It's been nearly half a decade since the American Composers Orchestra presented Orchestra Tech, a week of concerts and symposia charting the past, present and future of melding the worlds of the orchestra and electronically-generated sound. It's probably too soon to tell if the majority of the speculations posited during Orchestra Tech will ever come to fruition. But a good cross-section of what's been going on since then will be featured on the ACO's next concert, "Tech & Techno" at Zankel Hall, a multi-purpose venue perfectly suited for such a program that was only a dream five years ago. For some of the composers on the program, composing music which merges the 19th century technology of orchestral instruments with the 21st century technology of the computer is nothing new. According to Edmund Campion, the composer of Practice and a participant in 2001's Orchestra Tech events, it's part of the zeitgeist of the past decade. "I dont claim special credit for being hip to newer technologies; it is the most travel-worn pathway of our time."

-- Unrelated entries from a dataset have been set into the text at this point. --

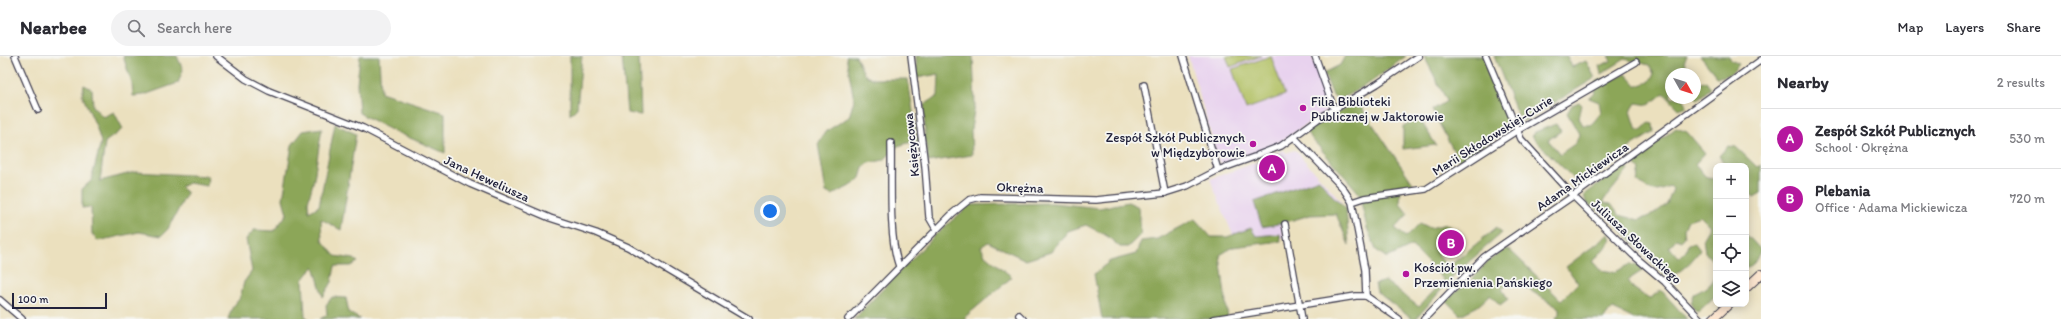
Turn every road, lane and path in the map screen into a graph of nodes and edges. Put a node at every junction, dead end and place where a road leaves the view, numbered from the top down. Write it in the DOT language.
graph roads {
  1 [pos="15,56"];
  2 [pos="216,56"];
  3 [pos="911,56"];
  4 [pos="1183,56"];
  5 [pos="1315,56"];
  6 [pos="1419,56"];
  7 [pos="1486,56"];
  8 [pos="1761,60"];
  9 [pos="1636,62"];
  10 [pos="1144,85"];
  11 [pos="1334,109"];
  12 [pos="38,110"];
  13 [pos="1518,130"];
  14 [pos="1294,136"];
  15 [pos="891,143"];
  16 [pos="1218,170"];
  17 [pos="1165,193"];
  18 [pos="1573,196"];
  19 [pos="1352,202"];
  20 [pos="1285,224"];
  21 [pos="936,229"];
  22 [pos="899,266"];
  23 [pos="1761,274"];
  24 [pos="1749,285"];
  25 [pos="1366,296"];
  26 [pos="0,300"];
  27 [pos="1300,305"];
  28 [pos="1726,307"];
  29 [pos="22,319"];
  30 [pos="749,319"];
  31 [pos="848,319"];
  32 [pos="1213,319"];
  33 [pos="1302,319"];
  34 [pos="1399,319"];
  35 [pos="1424,319"];
  36 [pos="1700,319"];
  37 [pos="1713,319"];
  1 -- 12 [label="street"];
  2 -- 30 [label="street, Jana Heweliusza"];
  3 -- 21 [label="street, Księżycowa"];
  4 -- 16 [label="street"];
  5 -- 11 [label="street"];
  6 -- 11 [label="street, Okrężna"];
  7 -- 13 [label="street, Juliusza Słowackiego"];
  8 -- 18 [label="street, Adama Mickiewicza"];
  9 -- 13 [label="street, Marii Skłodowskiej-Curie"];
  10 -- 17 [label="street"];
  11 -- 14 [label="street, Okrężna"];
  13 -- 18 [label="street, Juliusza Słowackiego"];
  13 -- 19 [label="street, Marii Skłodowskiej-Curie"];
  14 -- 16 [label="street, Okrężna"];
  14 -- 19 [label="street"];
  15 -- 22 [label="street"];
  16 -- 17 [label="street, Okrężna"];
  17 -- 21 [label="street, Okrężna"];
  18 -- 35 [label="street, Adama Mickiewicza"];
  18 -- 36 [label="street, Juliusza Słowackiego"];
  19 -- 25 [label="street"];
  20 -- 27 [label="street"];
  21 -- 22 [label="street, Okrężna"];
  22 -- 31 [label="street, Okrężna"];
  23 -- 24 [label="main road"];
  25 -- 27 [label="street"];
  25 -- 34 [label="street"];
  26 -- 29 [label="street"];
  27 -- 32 [label="street"];
  27 -- 33 [label="street"];
  28 -- 37 [label="main road"];
}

Of course, new technologies have also been responsible for very clearly defined new instruments such as Todd Reynolds's self-described iFiddle which will be the solo instrument featured in the new iFiddle Concerto composed by Neil Rolnick. And, since Reynolds admits that he only "began calling my axe an iFiddle about a year or so ago," it really is a development that has occurred in the aftermath of Orchestra Tech.

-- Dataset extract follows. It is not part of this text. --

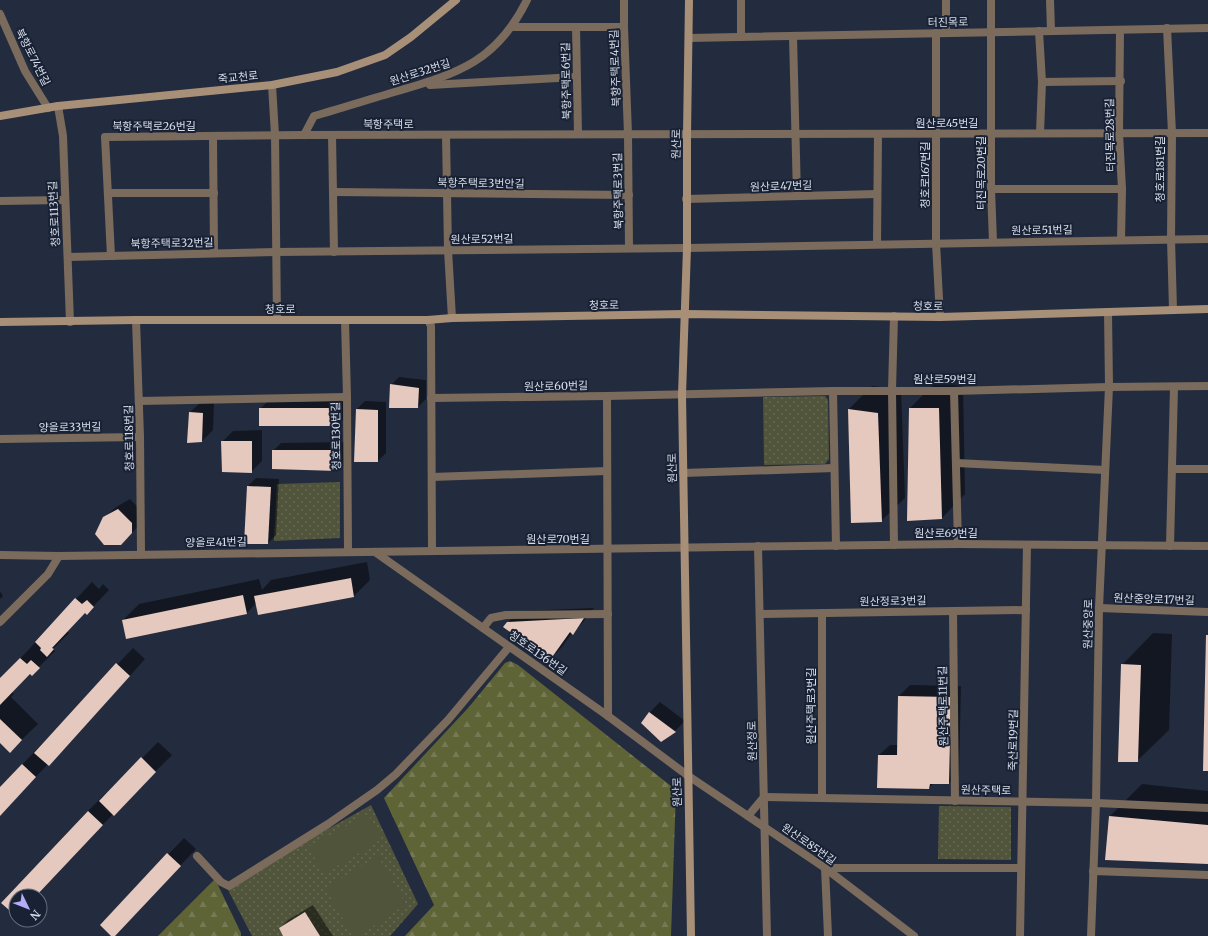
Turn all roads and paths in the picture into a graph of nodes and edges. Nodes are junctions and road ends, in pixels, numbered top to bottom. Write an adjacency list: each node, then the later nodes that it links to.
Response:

For Rolnick, however, it's ultimately "about making a real contemporary violin concerto" and the newness of Reynolds' instrument is just a fact of 21st century life. "While I'm aware that the technology is a hook, it's all so much a part of the way that I work that it seems transparent. Writing for technology is a piece of cake. Writing a concerto which will sweep up the audience in an expressive display of virtuosity and a dramatic interplay between the soloist and the ensemble for 20 minutes is an exciting challenge." For other composers, the central role that technology plays in their music is a result of their own immersion into various contemporary popular music styles all of which are far more driven by technology that most contemporary classical music. For Mason Bates, whose Omnivorous Furniture uses a laptop and a drumpad, using these tools are a natural outgrowth of the work he does as a DJ and electronica artist. "I still write with pencil and worn-down eraser, with old-fashioned manuscript paper strewn across an old desk," explains Bates. "But there's no doubt that the ever-encroaching presence of my elaborate electronica setup - turntables, electronic drum pad, studio monitors, audio interfaces, etc - has changed the way I approach composition. The ability to create electronic beats out of all manner of homemade sounds has exploded my palette in ways I never imagined. But beyond adding an impossibly versatile (and virtual) section to the orchestra, this new technology has also changed my approach to musical time : DJing, after all, has given me an appreciation for large-scale time and the expectation that it can create." Similarly, Daniel Bernard Roumain (DBR), whose Call Them All will involve the participation of DJ Scientific, a turntablist-laptopist—did those words exist five years ago?—bringing these sounds into an orchestral concert is an extension of DBR's mission to bring the worlds hip-hop, rock, funk and classical music closer together. Ironically, the one work on the program that does not directly use technological means to create the music, Justin Messina's Abandon, is inspired by early '90s techno music and uses the orchestra to "create an acoustic counterpart" to this purely electronic idiom.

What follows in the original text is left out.